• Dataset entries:
'''
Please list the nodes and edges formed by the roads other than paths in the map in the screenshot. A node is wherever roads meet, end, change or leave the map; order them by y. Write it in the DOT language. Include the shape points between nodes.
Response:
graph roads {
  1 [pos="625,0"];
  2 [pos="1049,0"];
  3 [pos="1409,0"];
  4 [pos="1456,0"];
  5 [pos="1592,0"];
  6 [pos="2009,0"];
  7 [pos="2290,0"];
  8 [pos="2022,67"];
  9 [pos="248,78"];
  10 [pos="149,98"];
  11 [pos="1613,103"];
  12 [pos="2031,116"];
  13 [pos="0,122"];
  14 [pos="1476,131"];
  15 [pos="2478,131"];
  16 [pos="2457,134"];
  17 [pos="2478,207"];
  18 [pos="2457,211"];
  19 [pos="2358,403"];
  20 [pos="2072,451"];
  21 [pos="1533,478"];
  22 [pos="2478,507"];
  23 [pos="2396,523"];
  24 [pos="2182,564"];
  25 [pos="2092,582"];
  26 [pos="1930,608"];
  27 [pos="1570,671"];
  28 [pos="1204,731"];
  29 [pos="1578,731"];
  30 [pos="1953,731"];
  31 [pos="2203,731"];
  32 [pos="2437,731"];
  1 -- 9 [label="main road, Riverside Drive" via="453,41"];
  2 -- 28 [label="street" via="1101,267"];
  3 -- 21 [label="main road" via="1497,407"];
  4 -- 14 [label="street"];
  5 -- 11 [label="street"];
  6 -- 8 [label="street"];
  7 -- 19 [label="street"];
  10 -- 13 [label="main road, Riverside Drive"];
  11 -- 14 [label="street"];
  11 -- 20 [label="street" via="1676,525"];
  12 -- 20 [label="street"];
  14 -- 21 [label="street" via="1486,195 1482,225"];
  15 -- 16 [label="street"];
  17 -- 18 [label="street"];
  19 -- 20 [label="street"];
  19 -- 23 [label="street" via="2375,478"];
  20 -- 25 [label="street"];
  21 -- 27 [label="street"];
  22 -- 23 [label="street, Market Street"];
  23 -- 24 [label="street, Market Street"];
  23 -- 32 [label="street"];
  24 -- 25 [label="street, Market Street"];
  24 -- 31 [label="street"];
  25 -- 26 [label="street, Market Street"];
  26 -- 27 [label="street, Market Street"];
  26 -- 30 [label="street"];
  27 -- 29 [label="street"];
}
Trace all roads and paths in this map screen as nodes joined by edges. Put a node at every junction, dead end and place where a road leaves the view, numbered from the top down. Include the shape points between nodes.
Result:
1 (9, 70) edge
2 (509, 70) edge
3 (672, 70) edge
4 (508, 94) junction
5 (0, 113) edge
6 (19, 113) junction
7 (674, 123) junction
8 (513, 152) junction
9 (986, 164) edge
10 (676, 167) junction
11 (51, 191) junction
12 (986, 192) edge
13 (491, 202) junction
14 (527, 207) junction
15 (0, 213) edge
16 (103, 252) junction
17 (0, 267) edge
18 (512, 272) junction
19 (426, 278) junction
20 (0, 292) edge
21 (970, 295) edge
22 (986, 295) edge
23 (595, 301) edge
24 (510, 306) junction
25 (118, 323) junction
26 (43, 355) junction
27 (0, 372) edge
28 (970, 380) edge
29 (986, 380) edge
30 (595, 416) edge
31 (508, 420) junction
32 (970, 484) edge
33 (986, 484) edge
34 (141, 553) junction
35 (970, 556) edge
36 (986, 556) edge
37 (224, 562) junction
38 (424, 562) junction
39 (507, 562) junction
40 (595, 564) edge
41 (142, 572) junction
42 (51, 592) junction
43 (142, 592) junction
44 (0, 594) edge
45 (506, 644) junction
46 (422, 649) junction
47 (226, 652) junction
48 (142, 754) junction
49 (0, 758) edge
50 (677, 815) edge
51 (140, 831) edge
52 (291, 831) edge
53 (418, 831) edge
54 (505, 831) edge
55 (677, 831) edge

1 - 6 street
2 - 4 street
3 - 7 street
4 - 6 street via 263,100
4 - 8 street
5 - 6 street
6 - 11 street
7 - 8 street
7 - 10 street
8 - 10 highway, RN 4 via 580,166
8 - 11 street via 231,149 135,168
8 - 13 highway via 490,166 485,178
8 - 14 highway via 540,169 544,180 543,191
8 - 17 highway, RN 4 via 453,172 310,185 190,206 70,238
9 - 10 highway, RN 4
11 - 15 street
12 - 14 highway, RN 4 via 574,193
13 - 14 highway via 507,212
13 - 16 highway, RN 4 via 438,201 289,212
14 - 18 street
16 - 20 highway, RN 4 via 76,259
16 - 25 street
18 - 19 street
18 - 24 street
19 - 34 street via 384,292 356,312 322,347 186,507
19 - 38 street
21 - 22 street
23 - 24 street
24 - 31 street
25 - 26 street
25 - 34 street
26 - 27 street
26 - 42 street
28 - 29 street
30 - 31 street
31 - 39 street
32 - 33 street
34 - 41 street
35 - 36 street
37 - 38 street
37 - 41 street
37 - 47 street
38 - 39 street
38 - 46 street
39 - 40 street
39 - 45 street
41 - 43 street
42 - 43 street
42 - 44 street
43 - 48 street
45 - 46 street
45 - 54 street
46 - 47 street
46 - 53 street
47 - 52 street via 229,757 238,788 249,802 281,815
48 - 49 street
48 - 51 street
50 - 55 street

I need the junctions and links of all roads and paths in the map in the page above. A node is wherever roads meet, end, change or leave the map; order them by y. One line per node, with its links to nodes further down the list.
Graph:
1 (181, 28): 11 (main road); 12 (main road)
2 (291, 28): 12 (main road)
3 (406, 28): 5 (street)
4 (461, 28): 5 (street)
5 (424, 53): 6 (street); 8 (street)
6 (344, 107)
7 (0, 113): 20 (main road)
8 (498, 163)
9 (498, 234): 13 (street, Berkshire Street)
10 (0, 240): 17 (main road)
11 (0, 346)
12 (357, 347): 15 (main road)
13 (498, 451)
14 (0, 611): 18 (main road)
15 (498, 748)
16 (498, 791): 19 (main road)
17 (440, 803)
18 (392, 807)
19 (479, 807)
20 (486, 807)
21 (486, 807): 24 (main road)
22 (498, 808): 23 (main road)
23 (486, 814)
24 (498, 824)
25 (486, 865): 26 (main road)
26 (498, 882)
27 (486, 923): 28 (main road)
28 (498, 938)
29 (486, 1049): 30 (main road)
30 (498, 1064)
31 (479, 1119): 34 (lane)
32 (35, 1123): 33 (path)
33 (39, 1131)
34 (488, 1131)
'''
• What this task involves:
Above are some records. Print them all exactly.

• Solution to the problem:
Please list the nodes and edges formed by the roads other than paths in the map in the screenshot. A node is wherever roads meet, end, change or leave the map; order them by y. Write it in the DOT language. Include the shape points between nodes.
Response:
graph roads {
  1 [pos="625,0"];
  2 [pos="1049,0"];
  3 [pos="1409,0"];
  4 [pos="1456,0"];
  5 [pos="1592,0"];
  6 [pos="2009,0"];
  7 [pos="2290,0"];
  8 [pos="2022,67"];
  9 [pos="248,78"];
  10 [pos="149,98"];
  11 [pos="1613,103"];
  12 [pos="2031,116"];
  13 [pos="0,122"];
  14 [pos="1476,131"];
  15 [pos="2478,131"];
  16 [pos="2457,134"];
  17 [pos="2478,207"];
  18 [pos="2457,211"];
  19 [pos="2358,403"];
  20 [pos="2072,451"];
  21 [pos="1533,478"];
  22 [pos="2478,507"];
  23 [pos="2396,523"];
  24 [pos="2182,564"];
  25 [pos="2092,582"];
  26 [pos="1930,608"];
  27 [pos="1570,671"];
  28 [pos="1204,731"];
  29 [pos="1578,731"];
  30 [pos="1953,731"];
  31 [pos="2203,731"];
  32 [pos="2437,731"];
  1 -- 9 [label="main road, Riverside Drive" via="453,41"];
  2 -- 28 [label="street" via="1101,267"];
  3 -- 21 [label="main road" via="1497,407"];
  4 -- 14 [label="street"];
  5 -- 11 [label="street"];
  6 -- 8 [label="street"];
  7 -- 19 [label="street"];
  10 -- 13 [label="main road, Riverside Drive"];
  11 -- 14 [label="street"];
  11 -- 20 [label="street" via="1676,525"];
  12 -- 20 [label="street"];
  14 -- 21 [label="street" via="1486,195 1482,225"];
  15 -- 16 [label="street"];
  17 -- 18 [label="street"];
  19 -- 20 [label="street"];
  19 -- 23 [label="street" via="2375,478"];
  20 -- 25 [label="street"];
  21 -- 27 [label="street"];
  22 -- 23 [label="street, Market Street"];
  23 -- 24 [label="street, Market Street"];
  23 -- 32 [label="street"];
  24 -- 25 [label="street, Market Street"];
  24 -- 31 [label="street"];
  25 -- 26 [label="street, Market Street"];
  26 -- 27 [label="street, Market Street"];
  26 -- 30 [label="street"];
  27 -- 29 [label="street"];
}
Trace all roads and paths in this map screen as nodes joined by edges. Put a node at every junction, dead end and place where a road leaves the view, numbered from the top down. Include the shape points between nodes.
Result:
1 (9, 70) edge
2 (509, 70) edge
3 (672, 70) edge
4 (508, 94) junction
5 (0, 113) edge
6 (19, 113) junction
7 (674, 123) junction
8 (513, 152) junction
9 (986, 164) edge
10 (676, 167) junction
11 (51, 191) junction
12 (986, 192) edge
13 (491, 202) junction
14 (527, 207) junction
15 (0, 213) edge
16 (103, 252) junction
17 (0, 267) edge
18 (512, 272) junction
19 (426, 278) junction
20 (0, 292) edge
21 (970, 295) edge
22 (986, 295) edge
23 (595, 301) edge
24 (510, 306) junction
25 (118, 323) junction
26 (43, 355) junction
27 (0, 372) edge
28 (970, 380) edge
29 (986, 380) edge
30 (595, 416) edge
31 (508, 420) junction
32 (970, 484) edge
33 (986, 484) edge
34 (141, 553) junction
35 (970, 556) edge
36 (986, 556) edge
37 (224, 562) junction
38 (424, 562) junction
39 (507, 562) junction
40 (595, 564) edge
41 (142, 572) junction
42 (51, 592) junction
43 (142, 592) junction
44 (0, 594) edge
45 (506, 644) junction
46 (422, 649) junction
47 (226, 652) junction
48 (142, 754) junction
49 (0, 758) edge
50 (677, 815) edge
51 (140, 831) edge
52 (291, 831) edge
53 (418, 831) edge
54 (505, 831) edge
55 (677, 831) edge

1 - 6 street
2 - 4 street
3 - 7 street
4 - 6 street via 263,100
4 - 8 street
5 - 6 street
6 - 11 street
7 - 8 street
7 - 10 street
8 - 10 highway, RN 4 via 580,166
8 - 11 street via 231,149 135,168
8 - 13 highway via 490,166 485,178
8 - 14 highway via 540,169 544,180 543,191
8 - 17 highway, RN 4 via 453,172 310,185 190,206 70,238
9 - 10 highway, RN 4
11 - 15 street
12 - 14 highway, RN 4 via 574,193
13 - 14 highway via 507,212
13 - 16 highway, RN 4 via 438,201 289,212
14 - 18 street
16 - 20 highway, RN 4 via 76,259
16 - 25 street
18 - 19 street
18 - 24 street
19 - 34 street via 384,292 356,312 322,347 186,507
19 - 38 street
21 - 22 street
23 - 24 street
24 - 31 street
25 - 26 street
25 - 34 street
26 - 27 street
26 - 42 street
28 - 29 street
30 - 31 street
31 - 39 street
32 - 33 street
34 - 41 street
35 - 36 street
37 - 38 street
37 - 41 street
37 - 47 street
38 - 39 street
38 - 46 street
39 - 40 street
39 - 45 street
41 - 43 street
42 - 43 street
42 - 44 street
43 - 48 street
45 - 46 street
45 - 54 street
46 - 47 street
46 - 53 street
47 - 52 street via 229,757 238,788 249,802 281,815
48 - 49 street
48 - 51 street
50 - 55 street

I need the junctions and links of all roads and paths in the map in the page above. A node is wherever roads meet, end, change or leave the map; order them by y. One line per node, with its links to nodes further down the list.
Graph:
1 (181, 28): 11 (main road); 12 (main road)
2 (291, 28): 12 (main road)
3 (406, 28): 5 (street)
4 (461, 28): 5 (street)
5 (424, 53): 6 (street); 8 (street)
6 (344, 107)
7 (0, 113): 20 (main road)
8 (498, 163)
9 (498, 234): 13 (street, Berkshire Street)
10 (0, 240): 17 (main road)
11 (0, 346)
12 (357, 347): 15 (main road)
13 (498, 451)
14 (0, 611): 18 (main road)
15 (498, 748)
16 (498, 791): 19 (main road)
17 (440, 803)
18 (392, 807)
19 (479, 807)
20 (486, 807)
21 (486, 807): 24 (main road)
22 (498, 808): 23 (main road)
23 (486, 814)
24 (498, 824)
25 (486, 865): 26 (main road)
26 (498, 882)
27 (486, 923): 28 (main road)
28 (498, 938)
29 (486, 1049): 30 (main road)
30 (498, 1064)
31 (479, 1119): 34 (lane)
32 (35, 1123): 33 (path)
33 (39, 1131)
34 (488, 1131)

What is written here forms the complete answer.